11.大事なこと
新年度最初の大きなイベントといえば、ゴールデンウィークである。
市役所の道路を挟んで向かいにある広場では、連日大きなイベントが開かれる。
野外音楽イベントや飲食店が多く出店するイベントを控えており、助力ながら市役所からも数人、人員を出すのだ。
そして助力の人員というのが、入所して三年目までの職員である。
望月達の年代は三年目という事で、部下達の面倒を見る立場となった。当日まで何をするか、当日はどのような動きをするかを確認、決定していかなければならない。
この日は午後、対象となる面々が会議室に揃っていた。
望月達の年代は、なんだかんだで五人しかいないが、二年目は十五人、一年目は十人と、人手には困らない人数が揃っている。
ちょうどキリの良い人数なので、三年目一人あたり、二年目三人、一年目二人といった具合に組む事になった。
「えーと、今年のイベントは、まず4/29に野外音楽イベ、5/2,3はご当地ラーメンイベ、5/4,5はこどもの日イベ、5/6は午前中のみ親子で参加体操イベです!」
吉野が司会をしており、書記を務めるのは藤井だ。ホワイトボードに綺麗な字で、つらつらとイベント名と日にちを書いている。

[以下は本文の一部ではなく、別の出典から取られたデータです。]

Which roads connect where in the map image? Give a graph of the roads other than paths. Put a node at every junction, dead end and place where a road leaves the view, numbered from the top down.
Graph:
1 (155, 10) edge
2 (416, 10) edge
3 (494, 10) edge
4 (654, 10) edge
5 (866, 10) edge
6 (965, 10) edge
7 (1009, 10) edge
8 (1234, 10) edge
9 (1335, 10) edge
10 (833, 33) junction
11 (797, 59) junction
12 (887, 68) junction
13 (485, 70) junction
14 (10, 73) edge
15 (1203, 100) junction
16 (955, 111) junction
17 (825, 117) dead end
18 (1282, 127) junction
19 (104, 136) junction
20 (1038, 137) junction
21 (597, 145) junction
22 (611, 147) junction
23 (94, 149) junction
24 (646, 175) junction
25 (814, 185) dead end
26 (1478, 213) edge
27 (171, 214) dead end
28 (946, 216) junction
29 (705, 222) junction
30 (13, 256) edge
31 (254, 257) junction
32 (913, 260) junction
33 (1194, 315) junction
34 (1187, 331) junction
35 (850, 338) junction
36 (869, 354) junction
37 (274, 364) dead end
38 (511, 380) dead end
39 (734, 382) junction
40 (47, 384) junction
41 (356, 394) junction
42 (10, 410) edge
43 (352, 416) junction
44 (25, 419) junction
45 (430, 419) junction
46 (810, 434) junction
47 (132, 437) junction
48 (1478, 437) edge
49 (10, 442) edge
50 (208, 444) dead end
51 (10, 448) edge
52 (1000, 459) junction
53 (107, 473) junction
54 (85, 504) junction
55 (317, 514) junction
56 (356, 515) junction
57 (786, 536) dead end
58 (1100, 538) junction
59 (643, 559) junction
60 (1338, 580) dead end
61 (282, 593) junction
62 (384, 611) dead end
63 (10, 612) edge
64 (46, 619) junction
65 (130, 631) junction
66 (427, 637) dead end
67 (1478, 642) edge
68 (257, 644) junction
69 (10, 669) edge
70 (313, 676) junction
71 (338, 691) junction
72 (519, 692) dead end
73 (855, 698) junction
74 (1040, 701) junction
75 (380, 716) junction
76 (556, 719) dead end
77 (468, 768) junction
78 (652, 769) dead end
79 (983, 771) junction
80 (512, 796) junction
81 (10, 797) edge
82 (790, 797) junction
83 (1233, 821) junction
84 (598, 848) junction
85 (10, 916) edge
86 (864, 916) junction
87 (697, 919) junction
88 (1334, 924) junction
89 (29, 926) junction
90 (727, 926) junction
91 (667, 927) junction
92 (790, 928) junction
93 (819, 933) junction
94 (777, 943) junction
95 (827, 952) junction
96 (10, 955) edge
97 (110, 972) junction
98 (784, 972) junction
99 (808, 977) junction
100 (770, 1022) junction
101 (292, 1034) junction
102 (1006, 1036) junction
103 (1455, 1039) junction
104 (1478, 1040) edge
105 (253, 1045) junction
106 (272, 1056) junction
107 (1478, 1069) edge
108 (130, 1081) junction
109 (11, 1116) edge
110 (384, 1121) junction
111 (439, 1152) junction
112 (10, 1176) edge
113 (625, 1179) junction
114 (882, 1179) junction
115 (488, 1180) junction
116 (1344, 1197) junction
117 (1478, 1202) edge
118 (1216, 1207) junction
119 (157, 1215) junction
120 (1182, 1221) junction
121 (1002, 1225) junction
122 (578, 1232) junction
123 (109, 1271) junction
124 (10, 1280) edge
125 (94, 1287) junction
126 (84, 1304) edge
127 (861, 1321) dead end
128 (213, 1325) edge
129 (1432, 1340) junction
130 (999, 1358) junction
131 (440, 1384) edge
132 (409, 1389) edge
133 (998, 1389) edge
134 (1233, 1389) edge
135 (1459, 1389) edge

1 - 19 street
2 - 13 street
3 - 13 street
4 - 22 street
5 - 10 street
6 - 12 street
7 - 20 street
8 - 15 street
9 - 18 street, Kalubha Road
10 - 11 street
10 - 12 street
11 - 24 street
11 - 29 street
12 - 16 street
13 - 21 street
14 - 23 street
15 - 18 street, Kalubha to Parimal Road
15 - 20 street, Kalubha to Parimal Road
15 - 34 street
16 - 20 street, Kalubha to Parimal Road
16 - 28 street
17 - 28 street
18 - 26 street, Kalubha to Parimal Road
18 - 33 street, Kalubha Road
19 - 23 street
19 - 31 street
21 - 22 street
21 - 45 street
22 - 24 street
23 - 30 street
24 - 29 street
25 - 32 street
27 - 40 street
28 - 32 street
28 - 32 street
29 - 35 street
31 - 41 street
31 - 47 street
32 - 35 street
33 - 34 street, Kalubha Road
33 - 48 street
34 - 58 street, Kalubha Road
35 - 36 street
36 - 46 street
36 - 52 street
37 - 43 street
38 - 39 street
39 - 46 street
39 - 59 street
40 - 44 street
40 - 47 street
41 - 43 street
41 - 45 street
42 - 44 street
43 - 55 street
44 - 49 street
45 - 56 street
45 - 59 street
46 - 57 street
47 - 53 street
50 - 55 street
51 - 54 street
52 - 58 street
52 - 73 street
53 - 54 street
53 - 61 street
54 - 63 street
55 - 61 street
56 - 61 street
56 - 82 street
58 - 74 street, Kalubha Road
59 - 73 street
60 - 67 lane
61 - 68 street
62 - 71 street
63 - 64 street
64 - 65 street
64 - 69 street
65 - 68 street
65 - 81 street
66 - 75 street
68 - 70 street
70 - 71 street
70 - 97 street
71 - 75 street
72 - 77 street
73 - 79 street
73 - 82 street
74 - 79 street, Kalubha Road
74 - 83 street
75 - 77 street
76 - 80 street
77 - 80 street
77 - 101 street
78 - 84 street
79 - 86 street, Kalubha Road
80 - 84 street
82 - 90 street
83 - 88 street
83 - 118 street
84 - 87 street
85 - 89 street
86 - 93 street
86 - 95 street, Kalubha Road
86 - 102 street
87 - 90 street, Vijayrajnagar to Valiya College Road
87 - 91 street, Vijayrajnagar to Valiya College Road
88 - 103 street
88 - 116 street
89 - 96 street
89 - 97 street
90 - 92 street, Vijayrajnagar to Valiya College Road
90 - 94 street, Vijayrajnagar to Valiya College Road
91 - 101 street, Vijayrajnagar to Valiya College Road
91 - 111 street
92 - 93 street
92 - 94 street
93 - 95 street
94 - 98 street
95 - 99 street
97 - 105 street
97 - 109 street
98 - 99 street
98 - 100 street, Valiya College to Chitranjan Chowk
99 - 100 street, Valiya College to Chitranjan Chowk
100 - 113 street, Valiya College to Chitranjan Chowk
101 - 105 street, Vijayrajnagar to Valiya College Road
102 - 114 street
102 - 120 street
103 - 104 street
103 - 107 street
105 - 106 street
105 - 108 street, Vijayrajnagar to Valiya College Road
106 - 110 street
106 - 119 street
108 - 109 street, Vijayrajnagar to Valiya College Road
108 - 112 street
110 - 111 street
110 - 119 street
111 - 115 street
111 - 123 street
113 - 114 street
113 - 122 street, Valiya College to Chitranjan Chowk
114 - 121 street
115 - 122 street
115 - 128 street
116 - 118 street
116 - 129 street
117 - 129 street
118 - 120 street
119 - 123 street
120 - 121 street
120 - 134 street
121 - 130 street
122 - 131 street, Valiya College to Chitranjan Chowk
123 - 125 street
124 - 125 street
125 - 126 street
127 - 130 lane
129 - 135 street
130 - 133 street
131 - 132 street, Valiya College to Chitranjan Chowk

皆の予定を確認しながら、前半と後半のどちらの休みを個人が重きに置くか、6日の午前だけはどうするか、といった具合だ。
望月は実家も近いし、出かける用事も入っていなければ、前半で用事は済んでしまうと思っていた。後半の5/4-6に出ると名乗り出た。
「あ、私も大丈夫でーす!」
明田が元気良く手を挙げた。
「まみも一緒に出られるんでしょ?」
明田の隣にいたのは、間宮という女性だった。望月は以前、自販機の所で見かけた女性だと思い出していた。
「予定が無いのわかってて言ってるんでしょー?」
あとはもう、各々の予定を擦り合わせて着々と決まって行った。
イベントの前後には全員総出で掃除をする。まず初動は28日で、午後に広場やお堀の掃除をがっつりする。翌日は音楽イベントなので、参加者が音の響き方やステージの場所など確認をしに来る。
それぞれの担当するイベントと、細々した動きを確認し、その会議は終了となった。
書記の藤井がホワイトボードの字を消していた。
「あ、やっべ、消されちゃった。」
どうやら誰かがメモを取り忘れていたらしい……
明田が話しかけていたので、彼は入所一年目なのだろう。
「どの辺りを書ききれなかったんだ?」
ホワイトボードの近くにいた望月は、声をかけた。このホワイトボードなら、大丈夫だ。
「右下の辺りです。時間が書かれていました。」
そう答えた彼は、席を立って望月の方へとやってきた。
「あれ?まだ残ってた?ラッキー。」
後で同じメンバーに聞かなくて済んだと、ホワイトボードにうっすらと記された時間をメモしていた。
このホワイトボードは随分と気が利くんだよなぁ。望月も何度か助けてもらったことを思い返していた。
彼が書き終えた後、そのうっすら浮かび上がった字をさっと消した。
が、また新たに文字が浮かび上がってきた。
——指輪
——え?
一瞬、意味がわからなかった。
関係無い言葉が浮かび上がってきたことは今まで……無い。
思わず、サッと消してしまった。
見なかったことにしてしまいたかった。
再びその二文字が浮かび上がってくることは無かった。